▶ [AIM OF THE TASK]
Find the lines below holding the word "small" and copy each of them.

::: GIVEN ENTRIES

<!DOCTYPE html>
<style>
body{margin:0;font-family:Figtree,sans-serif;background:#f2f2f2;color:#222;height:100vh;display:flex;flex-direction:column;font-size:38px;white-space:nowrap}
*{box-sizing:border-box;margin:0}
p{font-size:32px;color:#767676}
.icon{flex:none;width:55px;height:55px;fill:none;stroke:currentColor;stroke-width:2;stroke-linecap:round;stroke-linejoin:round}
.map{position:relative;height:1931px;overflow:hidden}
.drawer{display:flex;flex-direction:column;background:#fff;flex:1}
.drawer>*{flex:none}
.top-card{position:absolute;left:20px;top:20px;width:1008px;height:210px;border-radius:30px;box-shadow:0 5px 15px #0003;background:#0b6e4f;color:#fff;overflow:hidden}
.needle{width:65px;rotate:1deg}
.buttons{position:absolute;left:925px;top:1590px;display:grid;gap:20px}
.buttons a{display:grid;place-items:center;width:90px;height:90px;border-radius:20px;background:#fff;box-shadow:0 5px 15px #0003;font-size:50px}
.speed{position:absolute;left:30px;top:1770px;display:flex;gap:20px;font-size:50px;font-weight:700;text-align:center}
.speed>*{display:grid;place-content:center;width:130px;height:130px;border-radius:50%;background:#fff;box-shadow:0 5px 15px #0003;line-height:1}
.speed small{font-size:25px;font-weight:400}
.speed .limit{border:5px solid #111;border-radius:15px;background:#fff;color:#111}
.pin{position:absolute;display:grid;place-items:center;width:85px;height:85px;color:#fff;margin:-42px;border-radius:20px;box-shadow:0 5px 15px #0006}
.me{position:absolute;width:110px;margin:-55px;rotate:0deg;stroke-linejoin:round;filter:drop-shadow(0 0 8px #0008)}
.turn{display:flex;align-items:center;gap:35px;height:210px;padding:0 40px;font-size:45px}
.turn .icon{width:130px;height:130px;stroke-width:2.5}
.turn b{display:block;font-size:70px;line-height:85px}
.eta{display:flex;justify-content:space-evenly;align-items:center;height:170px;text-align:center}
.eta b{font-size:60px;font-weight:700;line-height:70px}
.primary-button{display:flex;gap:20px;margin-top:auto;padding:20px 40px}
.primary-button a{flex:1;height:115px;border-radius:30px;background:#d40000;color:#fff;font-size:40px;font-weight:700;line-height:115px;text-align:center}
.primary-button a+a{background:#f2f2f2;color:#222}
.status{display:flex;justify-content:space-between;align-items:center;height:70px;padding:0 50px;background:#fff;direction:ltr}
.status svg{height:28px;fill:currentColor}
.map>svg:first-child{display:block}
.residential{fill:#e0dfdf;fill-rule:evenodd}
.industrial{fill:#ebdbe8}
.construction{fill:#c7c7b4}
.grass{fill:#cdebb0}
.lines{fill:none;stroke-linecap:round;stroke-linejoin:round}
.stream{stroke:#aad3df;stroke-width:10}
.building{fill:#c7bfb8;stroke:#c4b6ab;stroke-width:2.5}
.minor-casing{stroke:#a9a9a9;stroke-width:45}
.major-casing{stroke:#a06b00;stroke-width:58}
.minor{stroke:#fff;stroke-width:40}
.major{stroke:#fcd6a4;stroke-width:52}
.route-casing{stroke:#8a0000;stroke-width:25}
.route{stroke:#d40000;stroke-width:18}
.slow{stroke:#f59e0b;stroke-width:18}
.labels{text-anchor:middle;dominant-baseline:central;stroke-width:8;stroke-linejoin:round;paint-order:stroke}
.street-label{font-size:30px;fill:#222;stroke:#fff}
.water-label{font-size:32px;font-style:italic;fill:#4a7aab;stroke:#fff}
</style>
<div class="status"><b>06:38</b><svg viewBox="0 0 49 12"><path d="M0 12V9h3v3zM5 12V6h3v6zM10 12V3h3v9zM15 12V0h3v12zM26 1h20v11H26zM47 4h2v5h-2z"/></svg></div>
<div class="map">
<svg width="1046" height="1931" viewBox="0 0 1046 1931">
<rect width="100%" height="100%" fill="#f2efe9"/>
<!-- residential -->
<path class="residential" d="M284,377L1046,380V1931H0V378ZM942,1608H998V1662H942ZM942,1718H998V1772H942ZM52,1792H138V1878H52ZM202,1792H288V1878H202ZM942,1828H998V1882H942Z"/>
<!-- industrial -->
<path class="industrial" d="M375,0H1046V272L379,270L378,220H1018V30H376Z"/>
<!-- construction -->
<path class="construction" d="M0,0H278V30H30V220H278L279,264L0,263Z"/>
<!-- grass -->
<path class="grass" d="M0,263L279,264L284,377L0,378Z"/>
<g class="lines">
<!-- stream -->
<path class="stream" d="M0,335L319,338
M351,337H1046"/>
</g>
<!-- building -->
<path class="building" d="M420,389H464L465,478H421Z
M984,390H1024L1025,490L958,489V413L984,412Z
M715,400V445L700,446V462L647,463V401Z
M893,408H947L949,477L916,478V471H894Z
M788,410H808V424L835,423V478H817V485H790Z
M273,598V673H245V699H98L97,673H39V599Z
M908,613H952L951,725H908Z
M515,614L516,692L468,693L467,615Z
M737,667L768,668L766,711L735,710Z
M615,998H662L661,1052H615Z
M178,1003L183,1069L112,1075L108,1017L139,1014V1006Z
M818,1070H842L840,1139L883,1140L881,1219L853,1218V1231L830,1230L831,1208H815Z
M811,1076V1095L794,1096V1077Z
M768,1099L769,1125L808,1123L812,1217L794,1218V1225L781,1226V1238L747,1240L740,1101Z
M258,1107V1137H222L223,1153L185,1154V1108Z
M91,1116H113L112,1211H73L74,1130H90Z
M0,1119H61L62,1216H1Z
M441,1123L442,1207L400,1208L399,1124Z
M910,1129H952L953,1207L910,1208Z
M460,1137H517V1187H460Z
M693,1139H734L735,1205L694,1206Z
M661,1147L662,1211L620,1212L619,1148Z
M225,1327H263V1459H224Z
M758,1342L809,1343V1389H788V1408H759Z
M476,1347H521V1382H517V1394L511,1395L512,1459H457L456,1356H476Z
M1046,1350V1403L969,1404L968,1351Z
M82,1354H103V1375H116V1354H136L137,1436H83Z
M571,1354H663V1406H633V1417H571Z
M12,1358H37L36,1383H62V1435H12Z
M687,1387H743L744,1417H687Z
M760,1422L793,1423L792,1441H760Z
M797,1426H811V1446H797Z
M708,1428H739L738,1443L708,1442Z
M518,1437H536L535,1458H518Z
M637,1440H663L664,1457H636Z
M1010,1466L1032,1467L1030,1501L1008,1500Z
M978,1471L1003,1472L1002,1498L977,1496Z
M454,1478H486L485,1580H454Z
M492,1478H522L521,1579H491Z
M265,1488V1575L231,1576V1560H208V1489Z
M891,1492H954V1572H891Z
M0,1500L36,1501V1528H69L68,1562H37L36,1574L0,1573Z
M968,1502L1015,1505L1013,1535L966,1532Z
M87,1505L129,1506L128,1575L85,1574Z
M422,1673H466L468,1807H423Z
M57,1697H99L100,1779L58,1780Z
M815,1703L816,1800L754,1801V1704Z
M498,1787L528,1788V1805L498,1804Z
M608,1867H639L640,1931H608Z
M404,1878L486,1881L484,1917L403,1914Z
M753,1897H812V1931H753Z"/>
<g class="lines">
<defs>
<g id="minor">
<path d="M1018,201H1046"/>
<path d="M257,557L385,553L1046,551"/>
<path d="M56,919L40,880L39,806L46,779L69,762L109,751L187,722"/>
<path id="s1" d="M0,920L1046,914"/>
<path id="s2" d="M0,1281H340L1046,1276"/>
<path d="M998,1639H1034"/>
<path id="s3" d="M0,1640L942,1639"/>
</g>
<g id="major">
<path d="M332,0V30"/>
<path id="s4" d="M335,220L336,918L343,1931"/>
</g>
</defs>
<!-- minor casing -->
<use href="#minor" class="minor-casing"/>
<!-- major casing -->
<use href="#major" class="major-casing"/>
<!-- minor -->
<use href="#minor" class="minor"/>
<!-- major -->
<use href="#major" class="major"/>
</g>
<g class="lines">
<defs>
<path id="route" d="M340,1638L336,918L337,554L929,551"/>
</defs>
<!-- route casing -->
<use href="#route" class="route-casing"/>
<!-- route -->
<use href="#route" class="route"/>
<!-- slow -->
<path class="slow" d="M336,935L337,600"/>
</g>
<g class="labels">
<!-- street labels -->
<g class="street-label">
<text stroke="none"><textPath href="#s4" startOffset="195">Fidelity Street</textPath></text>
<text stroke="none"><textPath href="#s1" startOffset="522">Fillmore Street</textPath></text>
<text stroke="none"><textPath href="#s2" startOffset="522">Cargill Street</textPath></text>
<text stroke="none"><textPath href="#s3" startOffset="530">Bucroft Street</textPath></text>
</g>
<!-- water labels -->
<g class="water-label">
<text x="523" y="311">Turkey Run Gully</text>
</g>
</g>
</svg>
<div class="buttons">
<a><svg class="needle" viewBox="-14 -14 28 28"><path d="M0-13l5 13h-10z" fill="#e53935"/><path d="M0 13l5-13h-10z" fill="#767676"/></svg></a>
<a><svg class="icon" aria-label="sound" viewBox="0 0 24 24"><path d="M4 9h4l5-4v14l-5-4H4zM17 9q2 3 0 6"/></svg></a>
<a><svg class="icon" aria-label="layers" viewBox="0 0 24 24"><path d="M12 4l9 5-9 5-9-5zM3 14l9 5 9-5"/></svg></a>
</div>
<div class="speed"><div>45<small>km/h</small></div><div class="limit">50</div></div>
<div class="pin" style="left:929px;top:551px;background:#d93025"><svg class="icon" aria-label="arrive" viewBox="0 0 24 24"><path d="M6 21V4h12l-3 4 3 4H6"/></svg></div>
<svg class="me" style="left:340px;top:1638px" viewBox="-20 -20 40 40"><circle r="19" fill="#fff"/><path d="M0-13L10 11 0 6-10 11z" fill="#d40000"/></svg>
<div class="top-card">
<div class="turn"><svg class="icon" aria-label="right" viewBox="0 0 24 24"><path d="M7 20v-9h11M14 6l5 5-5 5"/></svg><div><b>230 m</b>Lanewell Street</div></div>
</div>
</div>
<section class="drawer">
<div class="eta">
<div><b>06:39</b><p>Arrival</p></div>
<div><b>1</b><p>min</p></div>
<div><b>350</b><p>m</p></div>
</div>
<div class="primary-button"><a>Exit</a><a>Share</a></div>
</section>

::::::

▶ [ANSWER TO THE EXERCISE]
.speed small{font-size:25px;font-weight:400}
<div class="speed"><div>45<small>km/h</small></div><div class="limit">50</div></div>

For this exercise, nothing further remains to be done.